**** DATA SECTION

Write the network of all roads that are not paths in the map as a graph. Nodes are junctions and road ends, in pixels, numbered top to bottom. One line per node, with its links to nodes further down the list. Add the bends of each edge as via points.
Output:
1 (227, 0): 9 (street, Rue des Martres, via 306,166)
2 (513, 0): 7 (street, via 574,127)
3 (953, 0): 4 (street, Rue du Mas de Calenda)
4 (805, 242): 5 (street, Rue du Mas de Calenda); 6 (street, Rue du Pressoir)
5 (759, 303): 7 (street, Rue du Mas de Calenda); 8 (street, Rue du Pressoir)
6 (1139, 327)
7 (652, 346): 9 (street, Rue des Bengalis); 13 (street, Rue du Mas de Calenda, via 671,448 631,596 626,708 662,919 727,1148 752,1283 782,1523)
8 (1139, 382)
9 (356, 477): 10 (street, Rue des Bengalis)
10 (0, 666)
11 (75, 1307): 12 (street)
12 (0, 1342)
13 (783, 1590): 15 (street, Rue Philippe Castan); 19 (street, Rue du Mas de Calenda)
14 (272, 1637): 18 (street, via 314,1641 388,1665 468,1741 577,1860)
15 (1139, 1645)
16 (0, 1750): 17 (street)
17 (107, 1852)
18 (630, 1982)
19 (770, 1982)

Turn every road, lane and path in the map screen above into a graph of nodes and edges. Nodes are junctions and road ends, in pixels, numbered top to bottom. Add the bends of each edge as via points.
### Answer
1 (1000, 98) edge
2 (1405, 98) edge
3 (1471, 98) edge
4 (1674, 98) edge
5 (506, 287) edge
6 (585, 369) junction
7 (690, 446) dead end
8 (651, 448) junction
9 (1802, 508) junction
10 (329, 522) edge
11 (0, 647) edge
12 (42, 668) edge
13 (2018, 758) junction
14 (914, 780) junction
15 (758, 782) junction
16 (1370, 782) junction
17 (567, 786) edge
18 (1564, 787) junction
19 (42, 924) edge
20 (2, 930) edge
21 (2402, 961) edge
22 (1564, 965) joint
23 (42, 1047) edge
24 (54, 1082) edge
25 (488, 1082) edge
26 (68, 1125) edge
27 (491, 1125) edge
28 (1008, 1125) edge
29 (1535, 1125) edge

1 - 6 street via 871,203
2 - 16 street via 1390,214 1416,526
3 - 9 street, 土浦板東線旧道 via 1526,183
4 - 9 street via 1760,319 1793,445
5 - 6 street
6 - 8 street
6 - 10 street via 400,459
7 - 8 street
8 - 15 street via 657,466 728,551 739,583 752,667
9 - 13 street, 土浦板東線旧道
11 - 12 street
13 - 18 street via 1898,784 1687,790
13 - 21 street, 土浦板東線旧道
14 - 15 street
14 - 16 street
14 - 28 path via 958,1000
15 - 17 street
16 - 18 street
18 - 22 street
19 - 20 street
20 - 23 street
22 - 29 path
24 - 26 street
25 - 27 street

********

_EXERCISE BRIEF_
Report each line of the entries where the word "road" occurs.

_YOUR RESPONSE_
Write the network of all roads that are not paths in the map as a graph. Nodes are junctions and road ends, in pixels, numbered top to bottom. One line per node, with its links to nodes further down the list. Add the bends of each edge as via points.
Turn every road, lane and path in the map screen above into a graph of nodes and edges. Nodes are junctions and road ends, in pixels, numbered top to bottom. Add the bends of each edge as via points.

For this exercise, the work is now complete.